Ninety-five percent of Lithuania’s 160,000 Jews were murdered by the Nazis and their local collaborators during World War II. Their properties were seized and never returned.
Negotiations with the Lithuanian Government on restitution began in 2002 and after long delays.
The local Jewish Community and the WJRO researched archives and identified at least 438 former Jewish communal properties that should be returned.
Six years later, the Government has now arbitrarily selected 110 of these properties, made a unilateral evaluation of their total worth, and decided to pay a mere fraction of the estimated amount. No payments are to be made before 2012.
A better plan was negotiated between the former Lithuanian government and the Jewish Community. It would have led to the return of previously Jewish communal properties.
The local Jewish community and the World Jewish Restitution Organization (WJRO) urged the present government to adopt this agreed legislation, but it decided to break off negotiations and to introduce the present unilateral and arbitrary proposal.

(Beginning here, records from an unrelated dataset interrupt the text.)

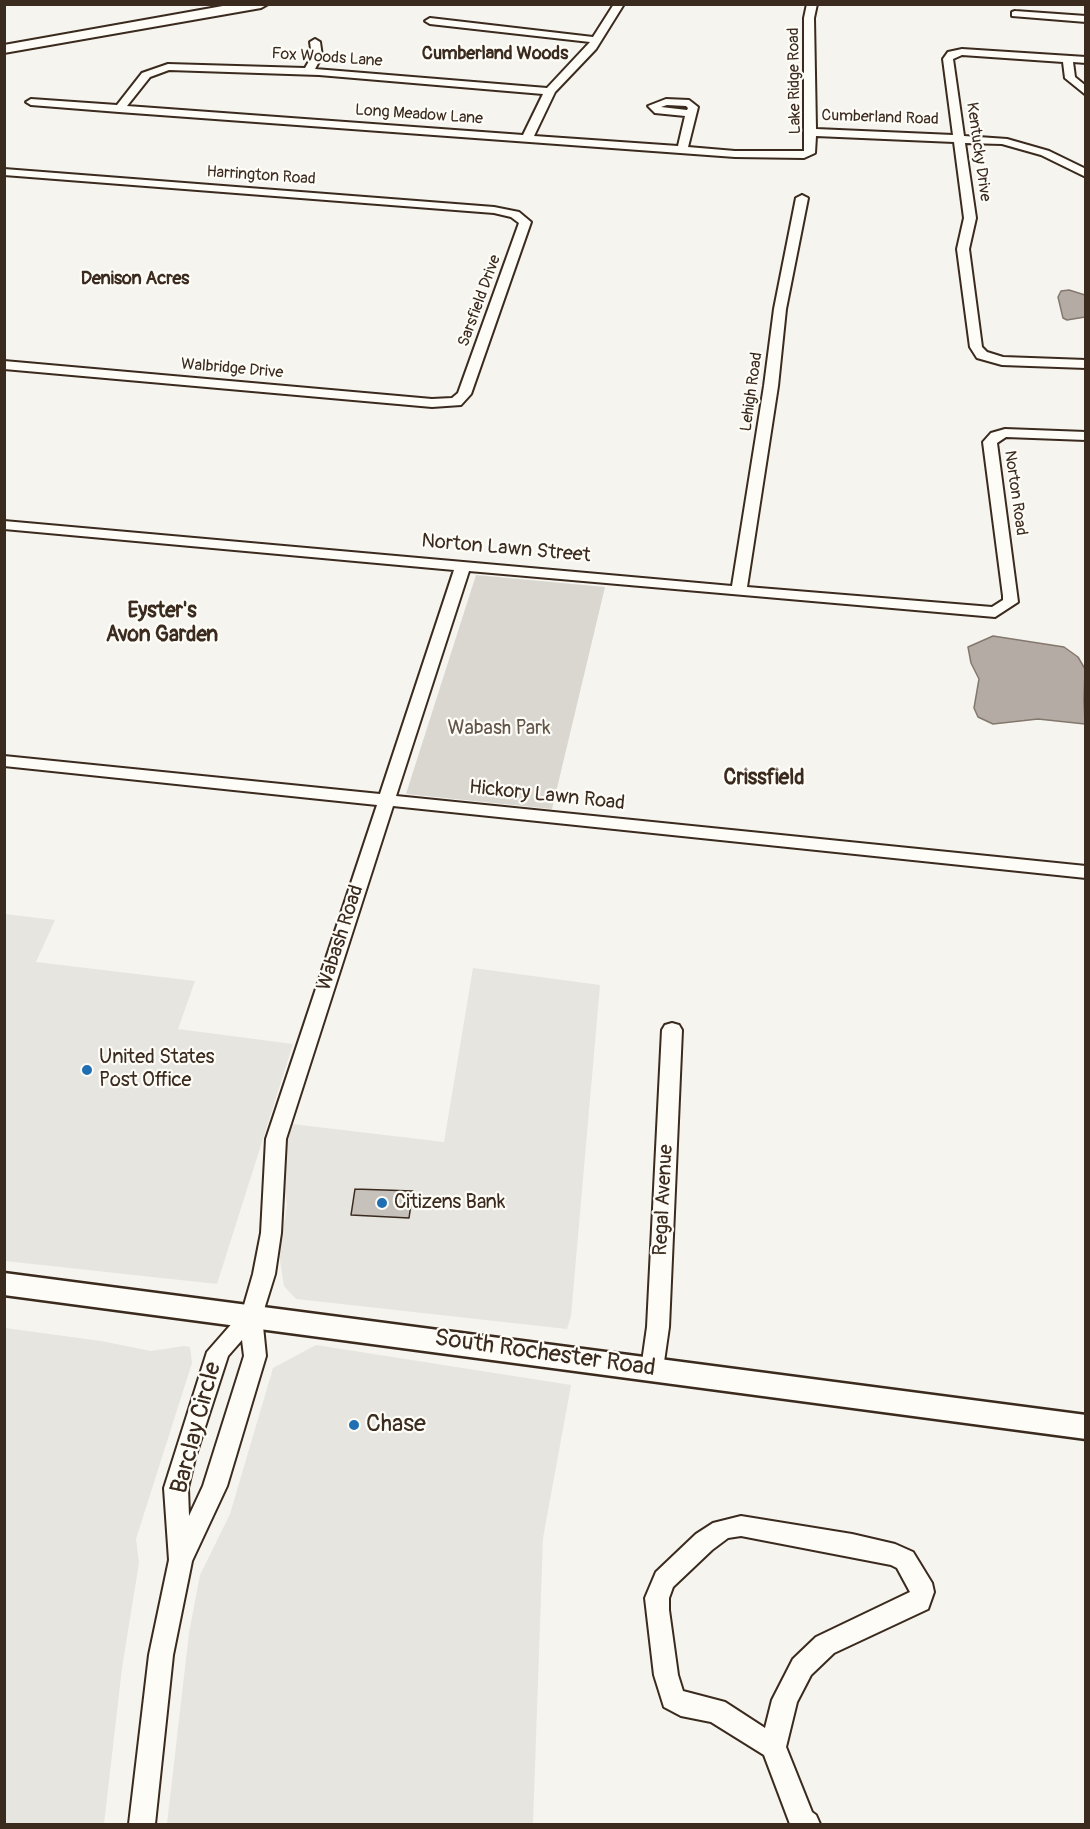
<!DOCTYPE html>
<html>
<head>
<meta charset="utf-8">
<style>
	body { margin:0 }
	#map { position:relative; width:1090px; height:1829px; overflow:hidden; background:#f5f4ee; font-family:Pangolin,sans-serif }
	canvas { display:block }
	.frame { position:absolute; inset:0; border:6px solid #3b2a1e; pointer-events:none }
</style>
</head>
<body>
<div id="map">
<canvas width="1090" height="1829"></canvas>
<div class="frame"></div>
</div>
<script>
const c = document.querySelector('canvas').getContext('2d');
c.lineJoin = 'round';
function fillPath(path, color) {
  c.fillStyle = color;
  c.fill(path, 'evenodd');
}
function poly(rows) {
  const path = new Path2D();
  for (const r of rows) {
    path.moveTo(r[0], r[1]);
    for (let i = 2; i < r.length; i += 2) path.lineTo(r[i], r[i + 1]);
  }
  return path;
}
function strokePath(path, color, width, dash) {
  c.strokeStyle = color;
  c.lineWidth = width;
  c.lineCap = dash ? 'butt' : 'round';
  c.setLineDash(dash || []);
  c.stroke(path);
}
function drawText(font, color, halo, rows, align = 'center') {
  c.font = font + ' Pangolin,sans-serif';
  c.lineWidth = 4.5;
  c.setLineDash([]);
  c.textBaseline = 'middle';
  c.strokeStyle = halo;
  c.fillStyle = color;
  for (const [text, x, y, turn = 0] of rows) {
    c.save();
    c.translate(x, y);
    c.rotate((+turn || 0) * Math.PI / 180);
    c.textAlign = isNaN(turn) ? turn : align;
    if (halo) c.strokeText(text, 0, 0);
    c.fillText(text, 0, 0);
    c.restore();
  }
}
const built = poly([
	[5,914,55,920,36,962,195,981,178,1029,293,1044,217,1284,5,1261],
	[473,968,600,985,571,1316,567,1329,296,1299,284,1286,279,1254,287,1205,280,1163,284,1141,292,1124,444,1142],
	[5,1328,101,1341,151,1351,184,1346,190,1347,192,1363,136,1539,139,1563,122,1668,104,1824,5,1824],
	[316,1345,571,1385,543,1538,533,1824,167,1824,189,1633,200,1575,230,1514,273,1368]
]);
const green = poly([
	[476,575,605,587,552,809,406,794]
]);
const water = poly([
	[1069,290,1085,295,1085,317,1067,320,1063,318,1058,297,1061,291,1069,290],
	[993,636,1064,647,1078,657,1085,669,1084,700,1085,724,1038,719,993,724,978,717,974,708,979,679,971,663,968,647,993,636]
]);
const building = poly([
	[355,1189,413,1191,409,1218,351,1215,355,1189]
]);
const minor = poly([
	[614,4,624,4,596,49,555,92,534,136,678,146,685,116,655,113,648,106,666,99,689,100,698,107,688,147,735,151,804,151,804,18,807,4,817,4,814,18,816,129,953,135,943,59,948,52,962,49,1086,57,1086,63,1073,62,1075,77,1086,86,1086,95,1065,78,1063,62,962,55,953,59,964,136,1007,139,1049,151,1086,169,1086,177,1041,155,1002,144,965,143,976,218,969,249,982,347,987,352,1003,357,1086,360,1086,368,1002,365,977,358,970,347,957,249,964,218,954,142,816,136,815,153,804,158,735,157,119,112,31,105,26,102,31,99,117,105,142,73,168,64,305,68,312,56,310,42,315,39,320,42,322,56,315,69,547,88,590,42,430,24,425,21,430,18,593,37,614,4],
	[169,70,319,75,543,94,523,135,127,106,150,77,169,70],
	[667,105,686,106,688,108,687,110,661,107,667,105],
	[1015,11,1086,16,1086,22,1012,16,1012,12,1015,11],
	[4,169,494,207,519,212,531,222,471,394,461,405,432,407,4,369,4,361,432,399,452,398,458,393,519,223,511,217,494,213,4,175,4,169],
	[802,195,808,198,786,309,778,386,747,587,992,607,1003,600,1003,596,983,442,991,433,1005,429,1086,432,1086,440,1006,437,997,443,1018,602,995,617,469,571,396,796,1086,866,1086,878,393,806,286,1139,281,1233,275,1274,262,1316,266,1356,227,1486,192,1561,173,1655,155,1824,129,1824,149,1655,169,1560,164,1488,207,1352,242,1312,253,1274,261,1233,266,1139,377,805,4,766,4,756,380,794,454,570,4,529,4,521,732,586,764,386,774,309,796,198,802,195],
	[242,1340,244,1356,203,1486,189,1516,188,1488,195,1458,228,1356,242,1340],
	[672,1023,679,1025,682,1030,669,1327,663,1369,660,1376,652,1378,644,1376,641,1369,647,1327,662,1030,665,1025,672,1023],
	[741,1516,852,1534,895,1544,913,1552,932,1583,934,1592,928,1609,834,1653,811,1675,797,1702,786,1747,812,1812,816,1815,820,1824,790,1824,764,1755,711,1722,681,1716,664,1707,654,1675,645,1598,656,1572,696,1534,713,1523,741,1516],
	[741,1536,891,1565,897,1568,910,1592,816,1637,793,1659,772,1700,765,1728,725,1702,683,1691,678,1675,669,1610,669,1598,673,1587,712,1550,728,1538,741,1536]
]);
const major = poly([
	[4,1273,1086,1415,1086,1439,4,1295,4,1273]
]);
const highway = poly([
	[234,4,268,4,261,8,4,53,4,45,234,4]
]);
const markers = [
	[87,1070,6,"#1f6fb2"],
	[382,1203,6,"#1f6fb2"],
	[354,1425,6,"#1f6fb2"]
];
const farStreetnames = [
	["Fox Woods Lane",327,58,4],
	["Lake Ridge Road",795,81,-91],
	["Long Meadow Lane",419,115,4],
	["Cumberland Road",880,118,2],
	["Kentucky Drive",978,152,82],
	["Harrington Road",261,176,4],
	["Sarsfield Drive",480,301,-70],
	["Walbridge Drive",232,369,5],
	["Lehigh Road",752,392,-82],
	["Norton Road",1015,493,82]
];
const farNeighbourhoodnames = [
	["Cumberland Woods",495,54],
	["Denison Acres",135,279]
];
const streetNames = [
	["Norton Lawn Street",506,549,5],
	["Hickory Lawn Road",547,796,6],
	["Wabash Road",341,938,-72],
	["Regal Avenue",664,1200,-87]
];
const parkNames = [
	["Wabash Park",499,729]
];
const poiNames = [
	["United States",99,1058],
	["Post Office",99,1081],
	["Citizens Bank",394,1203]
];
const neighbourhoodNames = [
	["Eyster's",162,612],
	["Avon Garden",162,636],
	["Crissfield",764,779]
];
const nearStreetnames = [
	["South Rochester Road",545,1354,8],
	["Barclay Circle",197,1428,-75]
];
const nearPoinames = [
	["Chase",366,1425]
];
fillPath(built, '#e7e5df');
fillPath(green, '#dad6d0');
fillPath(water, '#b4aca4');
strokePath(water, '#84786e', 1.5);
fillPath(building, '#c7c1bb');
strokePath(building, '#3b2a1e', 1.5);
strokePath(minor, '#3b2a1e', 4);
strokePath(major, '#3b2a1e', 5);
strokePath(highway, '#3b2a1e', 4);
fillPath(minor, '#fdfcf7');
fillPath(major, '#fdfcf7');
fillPath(highway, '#fdfcf7');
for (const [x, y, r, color] of markers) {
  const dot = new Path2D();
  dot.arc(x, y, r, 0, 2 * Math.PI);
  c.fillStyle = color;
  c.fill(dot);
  strokePath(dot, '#fdfcf7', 2);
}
drawText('16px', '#3b2a1e', '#fdfcf7', farStreetnames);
drawText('bold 18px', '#3b2a1e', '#fdfcf7', farNeighbourhoodnames);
drawText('20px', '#3b2a1e', '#fdfcf7', streetNames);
drawText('20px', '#63554a', '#fdfcf7', parkNames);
drawText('20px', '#3b2a1e', '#fdfcf7', poiNames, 'left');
drawText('bold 21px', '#3b2a1e', '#fdfcf7', neighbourhoodNames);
drawText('24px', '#3b2a1e', '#fdfcf7', nearStreetnames);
drawText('24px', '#3b2a1e', '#fdfcf7', nearPoinames, 'left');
</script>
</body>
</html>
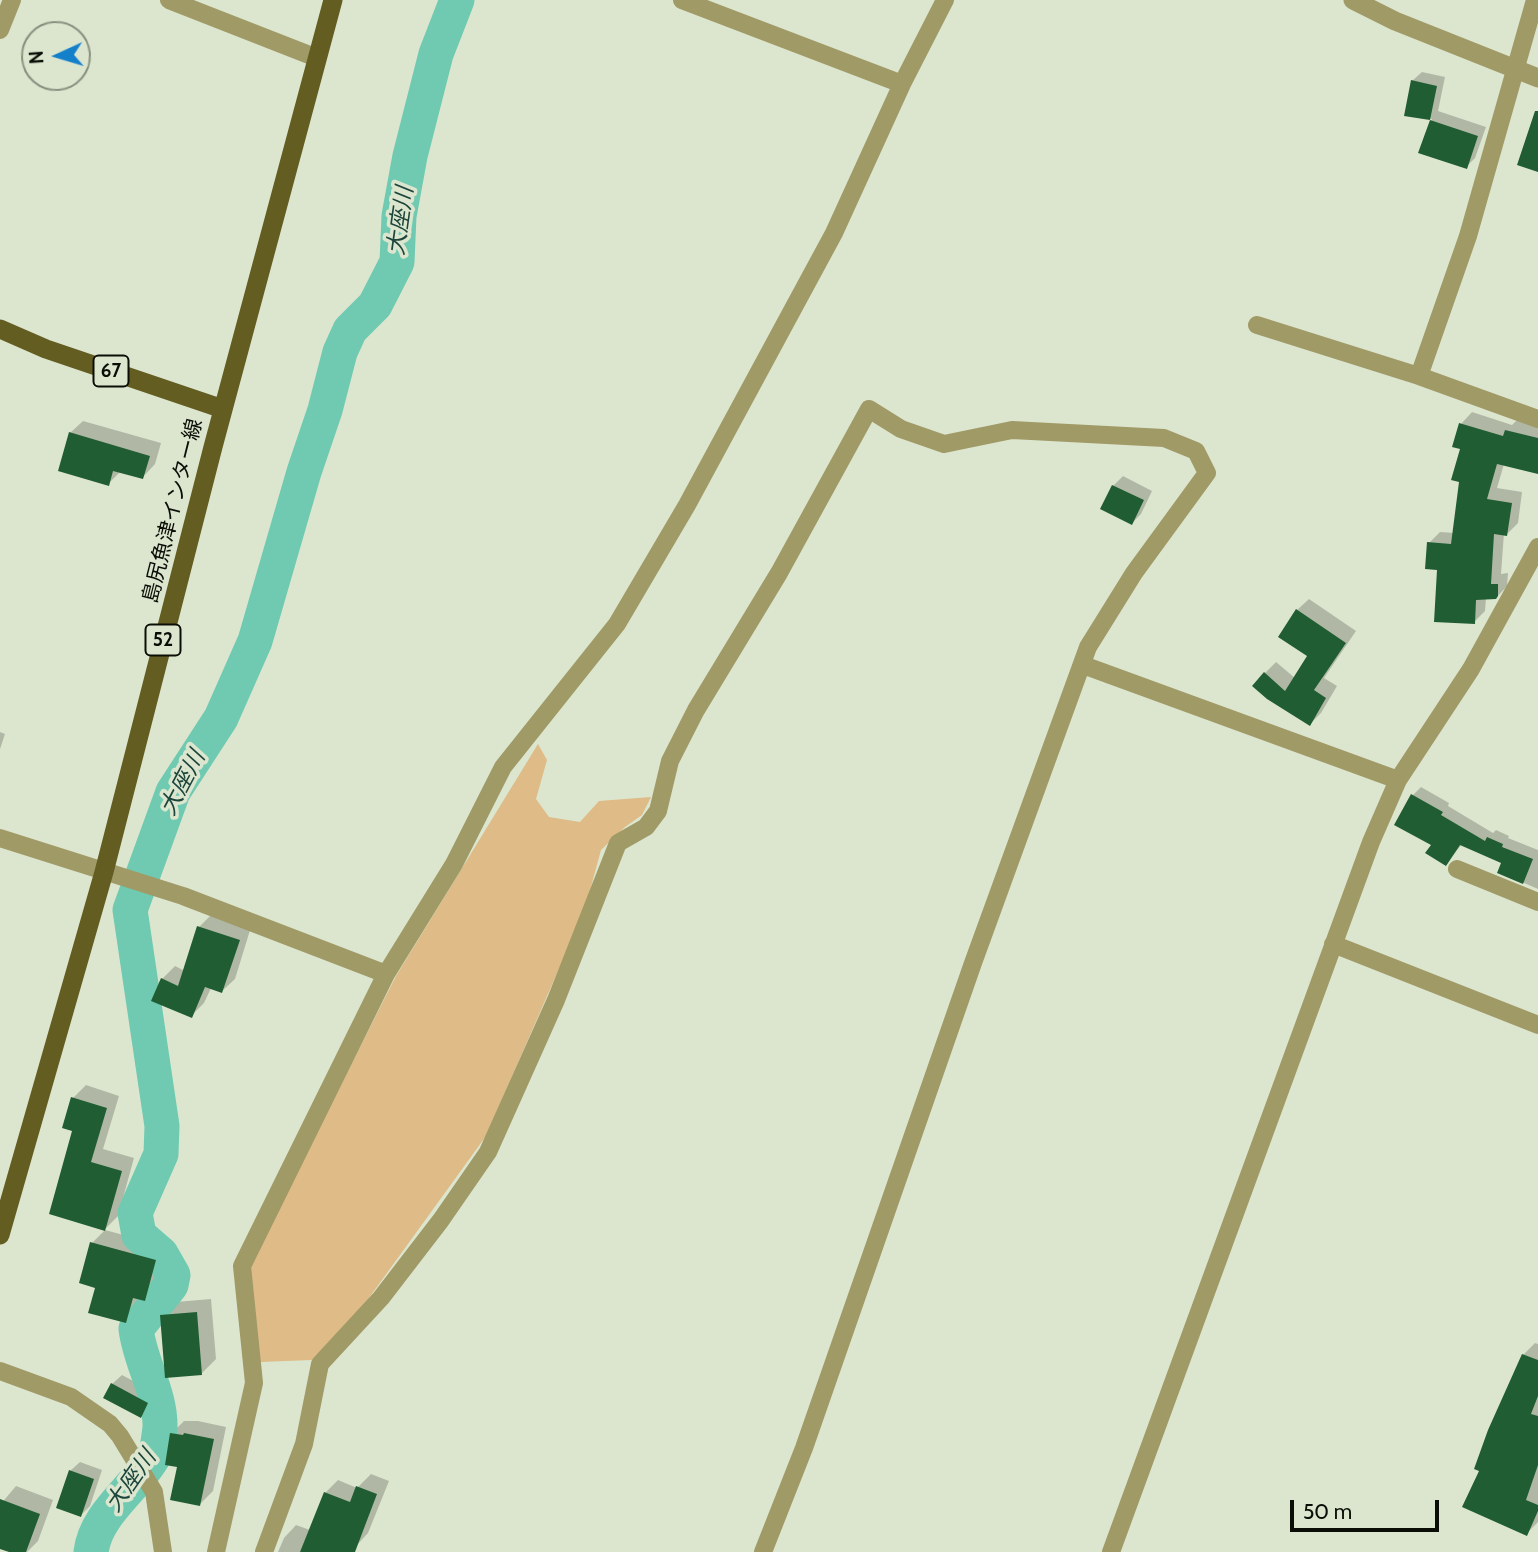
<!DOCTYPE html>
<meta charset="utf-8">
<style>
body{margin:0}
#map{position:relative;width:1538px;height:1552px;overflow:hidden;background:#dce6cf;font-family:Cabin,sans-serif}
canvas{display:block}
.north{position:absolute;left:21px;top:21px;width:70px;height:70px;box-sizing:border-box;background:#dce6cf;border:2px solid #88907f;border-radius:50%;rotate:266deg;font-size:19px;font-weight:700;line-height:28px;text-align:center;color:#0b0e06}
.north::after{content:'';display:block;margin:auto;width:24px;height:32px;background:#1480ca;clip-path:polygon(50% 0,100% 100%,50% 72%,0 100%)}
.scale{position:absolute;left:1290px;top:1500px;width:149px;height:32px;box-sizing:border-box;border:4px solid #0b0e06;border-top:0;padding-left:9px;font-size:21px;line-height:24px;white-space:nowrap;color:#0b0e06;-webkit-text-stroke:5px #dce6cf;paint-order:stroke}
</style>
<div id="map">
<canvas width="1538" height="1552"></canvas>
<div class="north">N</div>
<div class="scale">50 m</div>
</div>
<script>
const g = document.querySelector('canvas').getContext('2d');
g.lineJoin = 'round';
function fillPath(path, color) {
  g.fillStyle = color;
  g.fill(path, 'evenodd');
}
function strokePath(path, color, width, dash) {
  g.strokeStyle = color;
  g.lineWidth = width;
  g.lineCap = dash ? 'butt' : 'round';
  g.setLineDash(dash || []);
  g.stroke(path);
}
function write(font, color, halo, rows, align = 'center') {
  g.font = font + ' Cabin,"Noto Sans JP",sans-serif';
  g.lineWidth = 7;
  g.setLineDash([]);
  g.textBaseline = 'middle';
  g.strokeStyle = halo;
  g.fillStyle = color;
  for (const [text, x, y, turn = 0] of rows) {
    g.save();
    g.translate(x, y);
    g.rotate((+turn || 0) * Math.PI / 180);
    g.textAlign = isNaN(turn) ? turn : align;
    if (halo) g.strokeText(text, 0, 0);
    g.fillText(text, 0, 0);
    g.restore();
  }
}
fillPath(new Path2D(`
 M538 744 547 760 536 799 549 817 580 822 599 801 651 797 642 815 625 827 601 850 585 909 486 1136 353 1320 312 1360 260 1362 250 1264 396 976Z`), '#debb87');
fillPath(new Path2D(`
 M1422 72 1445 77 1438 111 1486 127 1475 158 1466 167 1421 152 1432 119 1406 114 1412 81Z
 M1472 412 1512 425 1518 419 1538 425V473L1504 464 1497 488 1522 492 1518 523 1507 534 1504 533 1501 574 1508 573 1507 586 1496 598H1486L1485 611 1474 622 1438 568 1429 543 1440 532 1455 533 1461 480V424Z
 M83 421 161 443 155 464 143 477 121 471 108 484 70 433Z
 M1123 476 1152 491 1141 514 1132 523 1102 508 1113 486Z
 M1309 599 1356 631 1324 678 1337 686 1321 713 1310 724 1265 673 1276 662 1295 678 1310 656 1297 610Z
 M0 732 5 734 0 749Z
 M1421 787 1449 803 1448 806 1493 833 1496 830 1509 836 1508 838 1538 850V889L1499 872 1503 863 1462 844 1446 864 1433 844 1413 795Z
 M212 914 251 927 235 979 222 991 211 988 204 1003 191 1016 162 979 175 966 185 971 199 927Z
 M86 1085 119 1096 103 1149 134 1158 118 1216 105 1229 74 1130 73 1098Z
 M105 1230 168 1247 157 1287 145 1299 141 1298 138 1308 125 1321 97 1287 92 1243Z
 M211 1299 216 1359 202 1373 161 1316 176 1302Z
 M1535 1343 1538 1344V1522L1527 1533 1481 1470 1523 1355Z
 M122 1375 156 1393 149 1407 140 1416 112 1384Z
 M184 1421H198L226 1427 213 1491 200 1504 179 1465 171 1434Z
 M80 1462 102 1470 90 1506 81 1515 70 1471Z
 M371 1474 389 1481 368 1533 356 1546 347 1552H278L284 1538 296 1525 310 1530 325 1493 338 1480 357 1488Z
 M16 1486 53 1500 38 1541 27 1552H14L0 1547V1505Z`), '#0003');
strokePath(new Path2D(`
 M91 1552C96 1512 137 1488 155 1454 158 1447 159 1435 160 1428 161 1393 140 1363 136 1329L171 1285 173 1275 161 1254 139 1235 135 1213 161 1154 162 1126 130 910 173 792 221 718 255 641 304 472 325 410 340 352 350 330 375 305 397 262 399 216 410 156 436 54 457 0`), '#6fcab1', 35);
fillPath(new Path2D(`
 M1411 80 1437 86 1430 120 1404 116Z
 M1535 111H1538V172L1517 165Z
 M1430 120 1478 136 1467 169 1418 153Z
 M1459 423 1503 436 1505 430 1538 438V474L1497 464 1487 499 1512 503 1507 536 1494 534 1491 584H1498V596L1496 599 1476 600 1475 624 1434 622 1437 570 1425 569 1427 542 1451 544 1459 482 1451 480 1460 449 1452 447Z
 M69 432 150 456 143 479 113 471 109 486 58 471Z
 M1112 485 1144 500 1132 525 1100 509Z
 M1296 609 1346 643 1314 690 1326 698 1310 726 1267 699 1252 686 1264 672 1285 691 1307 656 1278 637Z
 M1411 794 1443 812 1441 815 1485 841 1487 837 1503 844 1502 847 1533 859 1523 884 1497 873 1501 863 1460 845 1446 866 1425 853 1431 845 1394 825Z
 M197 926 240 940 222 993 205 987 192 1018 151 1001 161 978 178 986Z
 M71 1097 107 1108 91 1162 122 1171 105 1231 49 1214 72 1131 62 1128Z
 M90 1242 156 1260 145 1301 133 1298 126 1323 88 1313 95 1288 79 1283Z
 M197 1312 202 1375 165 1378 160 1315Z
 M1522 1354 1538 1360V1396L1531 1414 1538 1416V1465L1526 1500 1538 1505V1511L1527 1536 1462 1507 1479 1471 1474 1469 1488 1430Z
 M111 1383 148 1403 141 1418 103 1398Z
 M170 1433 183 1435 184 1433 214 1439 200 1506 170 1500 177 1467 165 1465Z
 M69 1470 94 1479 81 1517 56 1508Z
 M356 1486 377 1494 355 1552H300L324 1492 350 1502Z
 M0 1499 40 1514 26 1552H9L0 1549Z`), '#205d32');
strokePath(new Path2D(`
 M169 0 317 58
 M1535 0 1468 236 1419 376 1538 419
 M0 30 12 0
 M902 84 945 0
 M1257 325 1419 376
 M1083 665 1398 780
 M0 838 183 896 386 974 242 1266 254 1383 216 1552
 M1457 869 1538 902
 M1333 944 1538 1025
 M386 974 454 864 503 767 617 624 687 505 834 233 902 84 682 0
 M0 1371 71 1397 110 1424 120 1436 154 1492 163 1552
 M264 1552 304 1444 320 1364 381 1298 441 1220 488 1152 556 1000 618 843 646 827 658 811 670 761 696 710 779 573 869 409 901 429 944 444 1012 430 1164 438 1196 451 1207 473 1134 573 1088 647 973 963 804 1448 763 1552
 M1111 1552 1371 842 1398 780 1471 669 1538 547`), '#a09a67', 18);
strokePath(new Path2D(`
 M1353 0 1395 21 1538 78`), '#a09a67', 19);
strokePath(new Path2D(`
 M0 329 46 349 223 409
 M0 1235 104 872 213 447 333 0`), '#645d22', 19);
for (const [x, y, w] of [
 [111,371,35],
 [163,640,35]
]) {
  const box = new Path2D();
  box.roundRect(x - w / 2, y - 15.5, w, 31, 5);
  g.fillStyle = '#dce6cf';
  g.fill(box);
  strokePath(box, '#0b0e06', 2);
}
write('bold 19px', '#0b0e06', null, [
 ["67",111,371],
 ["52",163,640]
]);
write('21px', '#0b0e06', '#dce6cf', [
 ["島尻魚津インター線",173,511,-76]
]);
write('italic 23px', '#1c453b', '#dce6cf', [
 ["大座川",401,221,-82],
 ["大座川",183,783,-62],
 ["大座川",131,1481,-55]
]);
</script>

In most other countries where property agreements were reached, the actual properties are returned or full-value compensation is paid. “Lithuania, however, only proposes to pay a fraction of a fraction”, the organization regretted.
The Foundation for Lithuanian Jewish Heritage was established by the WJRO, the local Jewish Community and the Lithuanian Jewish Religious Council to serve as the recipient of restituted property, to assist needy Holocaust survivors, and to ensure that it would be used to properly rebuild Jewish life in Lithuania.
The proposed legislation now reserves to the Lithuanian Government the right to determine who will receive the compensation funds and how the funds will be used.